## HOW TO COMPLETE THIS TASK
In the records below, find each line containing the word "Zapata" and copy it.

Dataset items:
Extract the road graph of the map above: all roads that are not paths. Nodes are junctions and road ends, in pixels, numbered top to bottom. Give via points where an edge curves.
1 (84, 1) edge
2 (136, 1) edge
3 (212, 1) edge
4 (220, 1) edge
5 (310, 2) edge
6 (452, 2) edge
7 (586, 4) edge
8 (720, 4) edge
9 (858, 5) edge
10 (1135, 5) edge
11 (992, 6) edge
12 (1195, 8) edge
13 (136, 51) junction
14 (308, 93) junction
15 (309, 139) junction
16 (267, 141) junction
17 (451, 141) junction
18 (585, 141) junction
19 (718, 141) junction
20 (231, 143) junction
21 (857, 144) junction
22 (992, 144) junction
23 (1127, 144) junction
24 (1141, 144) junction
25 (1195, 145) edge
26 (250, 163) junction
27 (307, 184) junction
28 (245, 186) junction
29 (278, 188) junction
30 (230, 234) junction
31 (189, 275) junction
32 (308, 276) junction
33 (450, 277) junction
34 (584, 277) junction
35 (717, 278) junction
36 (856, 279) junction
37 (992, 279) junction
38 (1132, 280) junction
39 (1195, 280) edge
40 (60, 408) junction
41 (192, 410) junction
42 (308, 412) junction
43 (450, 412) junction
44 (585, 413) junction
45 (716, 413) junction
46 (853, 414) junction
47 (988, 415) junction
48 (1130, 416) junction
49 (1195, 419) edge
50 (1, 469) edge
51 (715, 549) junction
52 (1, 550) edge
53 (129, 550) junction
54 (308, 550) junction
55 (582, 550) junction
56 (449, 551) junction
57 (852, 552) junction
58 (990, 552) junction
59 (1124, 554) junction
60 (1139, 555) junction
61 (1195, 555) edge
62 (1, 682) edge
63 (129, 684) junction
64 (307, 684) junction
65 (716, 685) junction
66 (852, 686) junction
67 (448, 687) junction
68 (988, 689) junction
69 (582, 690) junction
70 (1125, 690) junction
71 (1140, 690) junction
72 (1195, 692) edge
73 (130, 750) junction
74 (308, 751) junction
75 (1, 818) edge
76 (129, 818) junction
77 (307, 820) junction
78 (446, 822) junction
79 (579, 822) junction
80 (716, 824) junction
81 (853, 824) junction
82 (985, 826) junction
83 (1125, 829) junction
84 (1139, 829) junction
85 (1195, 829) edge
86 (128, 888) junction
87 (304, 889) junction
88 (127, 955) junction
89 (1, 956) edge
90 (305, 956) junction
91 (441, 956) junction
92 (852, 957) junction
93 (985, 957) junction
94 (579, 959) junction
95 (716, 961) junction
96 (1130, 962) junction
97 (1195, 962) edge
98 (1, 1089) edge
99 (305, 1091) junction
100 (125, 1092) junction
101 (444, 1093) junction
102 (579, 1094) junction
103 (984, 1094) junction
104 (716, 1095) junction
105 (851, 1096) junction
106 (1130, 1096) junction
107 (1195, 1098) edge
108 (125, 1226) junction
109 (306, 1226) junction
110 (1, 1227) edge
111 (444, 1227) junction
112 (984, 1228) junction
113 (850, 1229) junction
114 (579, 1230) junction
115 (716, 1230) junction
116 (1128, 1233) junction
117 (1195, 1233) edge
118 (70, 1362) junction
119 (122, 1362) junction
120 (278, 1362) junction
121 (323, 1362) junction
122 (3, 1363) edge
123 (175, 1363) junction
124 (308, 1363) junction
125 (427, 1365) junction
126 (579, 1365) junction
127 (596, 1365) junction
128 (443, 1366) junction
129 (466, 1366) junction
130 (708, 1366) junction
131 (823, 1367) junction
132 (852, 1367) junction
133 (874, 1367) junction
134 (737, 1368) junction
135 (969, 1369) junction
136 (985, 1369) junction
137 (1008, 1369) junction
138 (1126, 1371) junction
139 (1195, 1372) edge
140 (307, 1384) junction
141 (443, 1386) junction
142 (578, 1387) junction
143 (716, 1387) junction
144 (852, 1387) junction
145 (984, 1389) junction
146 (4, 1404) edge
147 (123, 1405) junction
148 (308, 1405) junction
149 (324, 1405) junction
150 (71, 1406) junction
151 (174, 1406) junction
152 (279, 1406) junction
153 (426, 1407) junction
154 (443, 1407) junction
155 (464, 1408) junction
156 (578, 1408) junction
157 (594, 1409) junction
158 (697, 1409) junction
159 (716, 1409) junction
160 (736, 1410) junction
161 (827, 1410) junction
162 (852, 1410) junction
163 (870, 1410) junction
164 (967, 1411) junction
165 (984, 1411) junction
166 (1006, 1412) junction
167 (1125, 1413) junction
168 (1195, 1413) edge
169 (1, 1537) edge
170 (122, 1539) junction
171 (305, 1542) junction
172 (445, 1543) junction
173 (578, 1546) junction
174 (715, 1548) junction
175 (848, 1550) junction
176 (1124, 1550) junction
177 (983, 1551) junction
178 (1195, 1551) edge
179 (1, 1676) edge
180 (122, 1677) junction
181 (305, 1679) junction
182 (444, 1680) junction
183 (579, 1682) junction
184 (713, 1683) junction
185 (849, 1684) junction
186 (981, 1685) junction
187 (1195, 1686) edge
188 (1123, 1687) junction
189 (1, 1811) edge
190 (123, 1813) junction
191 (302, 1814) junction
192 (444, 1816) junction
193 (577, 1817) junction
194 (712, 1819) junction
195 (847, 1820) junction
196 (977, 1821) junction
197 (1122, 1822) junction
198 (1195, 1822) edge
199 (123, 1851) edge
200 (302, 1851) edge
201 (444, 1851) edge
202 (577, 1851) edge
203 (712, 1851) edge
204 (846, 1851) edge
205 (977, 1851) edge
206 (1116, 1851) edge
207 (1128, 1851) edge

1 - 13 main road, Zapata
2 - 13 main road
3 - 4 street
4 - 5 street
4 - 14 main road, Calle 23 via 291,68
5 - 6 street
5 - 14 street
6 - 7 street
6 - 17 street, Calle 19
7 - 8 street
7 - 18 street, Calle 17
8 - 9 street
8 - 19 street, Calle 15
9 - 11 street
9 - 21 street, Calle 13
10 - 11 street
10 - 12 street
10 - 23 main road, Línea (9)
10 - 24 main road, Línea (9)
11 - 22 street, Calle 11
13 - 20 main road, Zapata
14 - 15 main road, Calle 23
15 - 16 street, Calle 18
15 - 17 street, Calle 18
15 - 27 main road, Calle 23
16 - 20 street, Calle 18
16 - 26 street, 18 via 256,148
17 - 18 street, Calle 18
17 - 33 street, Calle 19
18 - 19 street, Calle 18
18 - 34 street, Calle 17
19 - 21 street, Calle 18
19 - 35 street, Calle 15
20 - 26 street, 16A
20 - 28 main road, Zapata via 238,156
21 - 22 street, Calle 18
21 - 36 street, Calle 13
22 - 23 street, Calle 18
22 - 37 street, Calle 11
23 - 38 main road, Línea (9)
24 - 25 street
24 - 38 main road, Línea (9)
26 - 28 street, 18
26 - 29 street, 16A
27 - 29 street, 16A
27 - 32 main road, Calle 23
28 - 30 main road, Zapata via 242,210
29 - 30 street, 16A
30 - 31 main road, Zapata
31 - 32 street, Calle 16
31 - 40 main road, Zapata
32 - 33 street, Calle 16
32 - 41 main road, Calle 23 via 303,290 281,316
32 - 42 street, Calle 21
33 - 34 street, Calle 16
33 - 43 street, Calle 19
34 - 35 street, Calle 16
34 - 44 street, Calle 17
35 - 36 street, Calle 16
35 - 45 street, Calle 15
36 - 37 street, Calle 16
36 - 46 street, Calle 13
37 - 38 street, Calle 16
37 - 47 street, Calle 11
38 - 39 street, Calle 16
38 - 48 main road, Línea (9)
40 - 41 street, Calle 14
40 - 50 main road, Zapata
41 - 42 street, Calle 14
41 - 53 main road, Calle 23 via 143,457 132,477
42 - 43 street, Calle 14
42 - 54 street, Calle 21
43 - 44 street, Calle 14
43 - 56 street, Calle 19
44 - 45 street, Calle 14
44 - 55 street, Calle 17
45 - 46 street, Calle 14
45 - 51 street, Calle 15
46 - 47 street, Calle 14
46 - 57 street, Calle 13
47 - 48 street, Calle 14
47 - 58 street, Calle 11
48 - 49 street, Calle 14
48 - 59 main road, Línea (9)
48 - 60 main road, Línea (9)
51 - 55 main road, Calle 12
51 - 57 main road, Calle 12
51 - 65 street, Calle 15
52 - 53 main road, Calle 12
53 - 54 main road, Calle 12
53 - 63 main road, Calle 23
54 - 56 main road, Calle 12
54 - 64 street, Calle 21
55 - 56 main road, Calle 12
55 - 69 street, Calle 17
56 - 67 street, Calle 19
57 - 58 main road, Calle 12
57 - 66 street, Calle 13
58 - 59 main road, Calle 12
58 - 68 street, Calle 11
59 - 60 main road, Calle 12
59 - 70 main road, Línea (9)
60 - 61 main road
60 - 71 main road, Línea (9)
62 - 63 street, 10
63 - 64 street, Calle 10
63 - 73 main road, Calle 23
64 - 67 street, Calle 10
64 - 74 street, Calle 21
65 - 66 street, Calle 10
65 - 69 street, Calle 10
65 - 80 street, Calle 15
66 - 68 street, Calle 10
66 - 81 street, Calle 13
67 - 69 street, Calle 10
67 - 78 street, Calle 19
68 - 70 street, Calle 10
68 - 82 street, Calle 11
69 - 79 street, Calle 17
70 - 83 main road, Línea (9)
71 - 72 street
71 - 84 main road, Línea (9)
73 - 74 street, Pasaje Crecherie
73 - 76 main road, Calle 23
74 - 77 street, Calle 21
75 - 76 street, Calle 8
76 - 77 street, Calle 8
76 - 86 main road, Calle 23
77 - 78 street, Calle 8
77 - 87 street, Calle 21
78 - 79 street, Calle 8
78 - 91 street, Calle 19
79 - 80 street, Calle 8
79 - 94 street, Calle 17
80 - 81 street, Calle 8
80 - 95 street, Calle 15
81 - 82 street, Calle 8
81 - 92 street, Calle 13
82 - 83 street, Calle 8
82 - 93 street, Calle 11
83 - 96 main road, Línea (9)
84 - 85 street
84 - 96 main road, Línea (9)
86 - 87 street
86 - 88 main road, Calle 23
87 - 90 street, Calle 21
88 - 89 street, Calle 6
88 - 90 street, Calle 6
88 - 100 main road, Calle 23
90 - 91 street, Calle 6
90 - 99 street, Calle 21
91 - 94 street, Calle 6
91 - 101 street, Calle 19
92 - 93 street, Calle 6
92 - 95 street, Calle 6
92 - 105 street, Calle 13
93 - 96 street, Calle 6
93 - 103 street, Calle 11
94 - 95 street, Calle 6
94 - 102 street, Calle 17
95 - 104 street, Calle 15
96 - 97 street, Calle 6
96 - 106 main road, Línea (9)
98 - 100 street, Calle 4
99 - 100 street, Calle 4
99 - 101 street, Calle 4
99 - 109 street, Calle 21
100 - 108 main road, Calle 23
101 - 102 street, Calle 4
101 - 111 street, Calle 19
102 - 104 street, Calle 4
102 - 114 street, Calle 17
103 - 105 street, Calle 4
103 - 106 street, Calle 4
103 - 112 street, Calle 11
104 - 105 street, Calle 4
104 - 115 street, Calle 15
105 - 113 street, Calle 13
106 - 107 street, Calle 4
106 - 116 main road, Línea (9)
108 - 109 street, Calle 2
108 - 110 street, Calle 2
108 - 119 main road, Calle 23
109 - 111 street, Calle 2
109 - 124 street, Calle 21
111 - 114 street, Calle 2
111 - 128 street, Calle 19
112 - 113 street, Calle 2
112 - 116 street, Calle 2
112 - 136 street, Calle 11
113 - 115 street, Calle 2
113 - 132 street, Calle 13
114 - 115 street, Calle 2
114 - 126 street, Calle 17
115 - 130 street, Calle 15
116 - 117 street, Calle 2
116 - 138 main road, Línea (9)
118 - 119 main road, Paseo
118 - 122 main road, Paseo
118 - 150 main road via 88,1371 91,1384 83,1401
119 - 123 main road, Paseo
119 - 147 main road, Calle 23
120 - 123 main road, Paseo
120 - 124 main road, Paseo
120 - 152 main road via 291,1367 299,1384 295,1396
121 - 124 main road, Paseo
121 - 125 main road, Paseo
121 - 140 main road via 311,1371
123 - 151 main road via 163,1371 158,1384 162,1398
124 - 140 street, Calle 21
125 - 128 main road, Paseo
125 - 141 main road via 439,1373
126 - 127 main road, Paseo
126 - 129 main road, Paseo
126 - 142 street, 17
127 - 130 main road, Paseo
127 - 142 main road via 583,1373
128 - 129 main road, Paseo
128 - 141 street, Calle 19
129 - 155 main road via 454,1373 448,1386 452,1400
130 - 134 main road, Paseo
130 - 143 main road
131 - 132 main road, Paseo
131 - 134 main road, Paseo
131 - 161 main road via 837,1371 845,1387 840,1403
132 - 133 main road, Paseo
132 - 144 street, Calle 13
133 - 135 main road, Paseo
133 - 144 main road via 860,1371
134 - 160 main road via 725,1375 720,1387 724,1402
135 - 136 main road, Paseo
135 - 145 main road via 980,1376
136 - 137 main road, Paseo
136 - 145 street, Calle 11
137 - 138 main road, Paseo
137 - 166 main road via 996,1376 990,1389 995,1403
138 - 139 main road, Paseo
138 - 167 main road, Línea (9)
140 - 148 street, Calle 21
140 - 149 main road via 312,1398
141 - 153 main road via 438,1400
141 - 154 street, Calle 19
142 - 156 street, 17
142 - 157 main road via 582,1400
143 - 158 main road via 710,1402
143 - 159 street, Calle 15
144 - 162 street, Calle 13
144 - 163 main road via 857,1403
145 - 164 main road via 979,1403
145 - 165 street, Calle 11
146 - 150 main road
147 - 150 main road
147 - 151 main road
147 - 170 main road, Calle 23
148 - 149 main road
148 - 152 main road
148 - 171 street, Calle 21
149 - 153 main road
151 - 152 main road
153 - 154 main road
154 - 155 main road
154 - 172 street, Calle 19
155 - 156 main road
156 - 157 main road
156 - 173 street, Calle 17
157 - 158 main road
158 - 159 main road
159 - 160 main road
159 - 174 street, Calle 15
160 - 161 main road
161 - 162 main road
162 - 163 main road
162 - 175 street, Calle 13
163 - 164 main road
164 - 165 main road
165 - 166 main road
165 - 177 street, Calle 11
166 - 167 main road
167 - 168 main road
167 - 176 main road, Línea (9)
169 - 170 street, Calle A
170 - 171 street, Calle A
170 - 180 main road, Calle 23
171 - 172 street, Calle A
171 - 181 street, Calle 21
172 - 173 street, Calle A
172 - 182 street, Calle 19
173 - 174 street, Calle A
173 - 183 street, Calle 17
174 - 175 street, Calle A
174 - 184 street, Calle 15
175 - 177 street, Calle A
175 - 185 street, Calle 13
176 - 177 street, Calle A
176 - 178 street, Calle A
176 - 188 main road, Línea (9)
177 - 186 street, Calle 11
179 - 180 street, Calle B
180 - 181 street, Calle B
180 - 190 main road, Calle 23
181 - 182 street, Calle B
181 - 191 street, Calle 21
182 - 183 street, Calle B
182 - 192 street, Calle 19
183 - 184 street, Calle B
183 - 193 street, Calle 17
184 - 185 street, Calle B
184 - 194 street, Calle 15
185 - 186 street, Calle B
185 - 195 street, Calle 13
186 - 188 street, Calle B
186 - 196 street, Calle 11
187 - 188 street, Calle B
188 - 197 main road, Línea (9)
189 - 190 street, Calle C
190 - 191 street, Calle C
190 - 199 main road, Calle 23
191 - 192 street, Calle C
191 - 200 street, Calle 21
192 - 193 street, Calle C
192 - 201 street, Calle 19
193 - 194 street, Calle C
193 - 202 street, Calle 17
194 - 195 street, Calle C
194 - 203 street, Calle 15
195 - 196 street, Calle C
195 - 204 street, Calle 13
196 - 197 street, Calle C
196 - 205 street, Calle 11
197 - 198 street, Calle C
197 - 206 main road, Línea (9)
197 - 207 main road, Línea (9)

## YOUR RESPONSE
1 - 13 main road, Zapata
13 - 20 main road, Zapata
20 - 28 main road, Zapata via 238,156
28 - 30 main road, Zapata via 242,210
30 - 31 main road, Zapata
31 - 40 main road, Zapata
40 - 50 main road, Zapata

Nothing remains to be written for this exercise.